Credit: chatham albatross photograph by Chris Robertson

World Oceans Day: protection for albatrosses

New Zealand still does not have a National Plan of Action for the protection of seabirds, almost a year after signing the Agreement on the Conservation of Albatrosses and Petrels in Canberra.

“A national plan for protecting New Zealand’s many unique seabirds was supposed to be announced last July; then it was November; then it was the new year, and now it’s meant to come this July”, says WWF Director of Conservation Chris Howe.

“WWF is funding research into New Zealand’s rarest albatross, the Chatham albatross. This and many other New Zealand species of albatross are being hooked on fishers’ long lines and drowned. Research shows that some populations are declining at a frightening rate.”

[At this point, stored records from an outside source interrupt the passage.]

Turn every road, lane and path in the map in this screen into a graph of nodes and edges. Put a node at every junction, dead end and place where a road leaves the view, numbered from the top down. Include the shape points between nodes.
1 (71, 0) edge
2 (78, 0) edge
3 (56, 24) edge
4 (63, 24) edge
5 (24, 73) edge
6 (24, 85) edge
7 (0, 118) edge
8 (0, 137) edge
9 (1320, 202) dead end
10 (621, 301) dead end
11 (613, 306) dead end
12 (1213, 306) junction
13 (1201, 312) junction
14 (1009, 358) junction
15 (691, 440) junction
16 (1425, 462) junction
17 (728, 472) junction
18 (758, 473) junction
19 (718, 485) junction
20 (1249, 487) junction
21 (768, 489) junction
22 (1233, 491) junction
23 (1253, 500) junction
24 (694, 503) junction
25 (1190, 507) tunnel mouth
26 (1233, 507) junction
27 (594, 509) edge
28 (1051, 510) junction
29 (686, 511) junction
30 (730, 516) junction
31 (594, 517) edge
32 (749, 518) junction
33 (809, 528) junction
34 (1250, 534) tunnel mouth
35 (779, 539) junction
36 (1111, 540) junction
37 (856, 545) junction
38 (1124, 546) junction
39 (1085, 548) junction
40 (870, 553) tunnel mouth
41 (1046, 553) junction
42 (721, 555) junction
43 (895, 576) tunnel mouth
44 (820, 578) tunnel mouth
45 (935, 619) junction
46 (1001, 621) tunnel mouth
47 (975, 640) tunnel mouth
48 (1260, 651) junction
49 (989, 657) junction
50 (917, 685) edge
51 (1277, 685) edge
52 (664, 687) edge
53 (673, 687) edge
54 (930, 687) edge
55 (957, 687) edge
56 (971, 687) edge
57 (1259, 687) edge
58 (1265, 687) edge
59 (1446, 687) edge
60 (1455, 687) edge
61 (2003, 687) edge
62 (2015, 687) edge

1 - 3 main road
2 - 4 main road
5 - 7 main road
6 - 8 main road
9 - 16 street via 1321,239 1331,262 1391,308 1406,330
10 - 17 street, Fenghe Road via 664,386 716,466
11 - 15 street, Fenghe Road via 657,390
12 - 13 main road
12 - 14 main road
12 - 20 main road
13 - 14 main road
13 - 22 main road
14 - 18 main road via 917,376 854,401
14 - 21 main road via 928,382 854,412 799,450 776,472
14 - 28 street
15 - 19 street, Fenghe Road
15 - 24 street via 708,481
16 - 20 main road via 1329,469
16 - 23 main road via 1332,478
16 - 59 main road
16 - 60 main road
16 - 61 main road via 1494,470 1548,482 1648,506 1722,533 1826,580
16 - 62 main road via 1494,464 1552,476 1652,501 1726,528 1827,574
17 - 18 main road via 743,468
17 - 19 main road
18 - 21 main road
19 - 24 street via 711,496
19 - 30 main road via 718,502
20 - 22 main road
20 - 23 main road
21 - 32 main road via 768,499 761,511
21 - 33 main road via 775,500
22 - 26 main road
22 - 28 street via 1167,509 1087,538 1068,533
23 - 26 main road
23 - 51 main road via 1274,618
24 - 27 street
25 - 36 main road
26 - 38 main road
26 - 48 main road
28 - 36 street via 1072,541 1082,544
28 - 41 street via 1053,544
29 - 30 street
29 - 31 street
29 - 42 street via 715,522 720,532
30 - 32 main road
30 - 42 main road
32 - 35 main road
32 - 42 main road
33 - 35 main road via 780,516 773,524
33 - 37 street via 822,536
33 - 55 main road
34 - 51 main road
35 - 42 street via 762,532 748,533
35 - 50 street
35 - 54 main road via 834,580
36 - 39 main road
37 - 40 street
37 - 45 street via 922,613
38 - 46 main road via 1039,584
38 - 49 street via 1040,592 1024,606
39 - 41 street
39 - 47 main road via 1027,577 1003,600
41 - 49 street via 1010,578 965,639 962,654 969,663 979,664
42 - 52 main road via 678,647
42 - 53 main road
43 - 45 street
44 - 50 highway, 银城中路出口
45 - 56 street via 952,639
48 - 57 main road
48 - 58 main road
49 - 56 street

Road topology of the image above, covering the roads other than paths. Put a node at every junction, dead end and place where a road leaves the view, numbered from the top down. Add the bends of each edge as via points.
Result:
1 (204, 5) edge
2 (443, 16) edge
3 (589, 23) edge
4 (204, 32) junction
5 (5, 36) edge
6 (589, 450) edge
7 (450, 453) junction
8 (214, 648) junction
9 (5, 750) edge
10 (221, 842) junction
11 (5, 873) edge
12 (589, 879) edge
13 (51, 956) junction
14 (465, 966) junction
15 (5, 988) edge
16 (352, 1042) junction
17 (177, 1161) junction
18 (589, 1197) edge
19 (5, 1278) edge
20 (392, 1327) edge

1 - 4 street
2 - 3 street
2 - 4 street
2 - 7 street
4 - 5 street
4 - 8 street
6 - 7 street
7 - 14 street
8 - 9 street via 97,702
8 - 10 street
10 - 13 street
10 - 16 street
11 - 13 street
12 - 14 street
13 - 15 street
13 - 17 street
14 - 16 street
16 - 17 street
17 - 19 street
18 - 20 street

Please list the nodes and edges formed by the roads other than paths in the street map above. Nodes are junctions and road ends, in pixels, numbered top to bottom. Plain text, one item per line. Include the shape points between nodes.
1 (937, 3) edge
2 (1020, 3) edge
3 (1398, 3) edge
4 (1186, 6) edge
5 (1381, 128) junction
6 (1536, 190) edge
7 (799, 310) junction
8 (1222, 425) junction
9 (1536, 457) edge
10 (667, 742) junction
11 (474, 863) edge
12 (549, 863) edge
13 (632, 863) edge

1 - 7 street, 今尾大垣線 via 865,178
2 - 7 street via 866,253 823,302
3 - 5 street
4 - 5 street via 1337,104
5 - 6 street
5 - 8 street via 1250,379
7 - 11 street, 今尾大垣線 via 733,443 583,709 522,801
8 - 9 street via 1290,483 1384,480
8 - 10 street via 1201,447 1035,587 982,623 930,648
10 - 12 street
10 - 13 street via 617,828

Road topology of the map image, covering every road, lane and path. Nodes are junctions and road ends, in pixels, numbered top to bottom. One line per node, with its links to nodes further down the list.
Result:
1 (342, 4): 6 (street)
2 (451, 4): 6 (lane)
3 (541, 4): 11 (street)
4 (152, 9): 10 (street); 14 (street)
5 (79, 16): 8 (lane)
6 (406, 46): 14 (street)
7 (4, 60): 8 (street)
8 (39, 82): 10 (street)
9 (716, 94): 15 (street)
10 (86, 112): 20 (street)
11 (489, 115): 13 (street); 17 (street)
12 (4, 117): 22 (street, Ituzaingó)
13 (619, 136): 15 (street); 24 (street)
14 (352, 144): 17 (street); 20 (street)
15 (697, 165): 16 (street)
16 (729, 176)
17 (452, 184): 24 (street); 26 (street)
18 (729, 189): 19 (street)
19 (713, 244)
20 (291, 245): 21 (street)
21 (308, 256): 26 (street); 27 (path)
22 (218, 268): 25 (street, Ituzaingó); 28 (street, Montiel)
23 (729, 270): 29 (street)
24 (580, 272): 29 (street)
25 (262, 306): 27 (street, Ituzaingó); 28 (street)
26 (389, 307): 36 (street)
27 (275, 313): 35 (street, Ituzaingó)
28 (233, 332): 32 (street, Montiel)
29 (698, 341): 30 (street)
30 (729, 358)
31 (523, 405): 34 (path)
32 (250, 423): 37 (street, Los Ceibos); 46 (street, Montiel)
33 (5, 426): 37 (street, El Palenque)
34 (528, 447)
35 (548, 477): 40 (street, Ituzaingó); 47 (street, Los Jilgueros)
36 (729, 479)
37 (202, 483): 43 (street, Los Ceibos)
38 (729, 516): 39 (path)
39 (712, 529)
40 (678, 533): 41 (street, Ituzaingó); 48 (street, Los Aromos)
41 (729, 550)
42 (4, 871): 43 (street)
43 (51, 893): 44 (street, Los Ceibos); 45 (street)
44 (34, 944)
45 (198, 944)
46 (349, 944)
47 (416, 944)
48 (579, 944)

“A National Plan of Action is urgently needed to put measures in place to stop this decline.”

“Albatrosses live for up to sixty years and only lay one egg each season; they also exist in some of the world’s toughest climatic conditions. When albatrosses are killed, all these factors mean that populations are very slow to recover. Nobody knows what effect the long line fishing death toll will have on albatrosses in the long run, but it could be an ecological disaster.”

“Let’s remember New Zealand’s albatrosses on World Oceans Day, and urge the government to give them the protection they need as soon as possible.”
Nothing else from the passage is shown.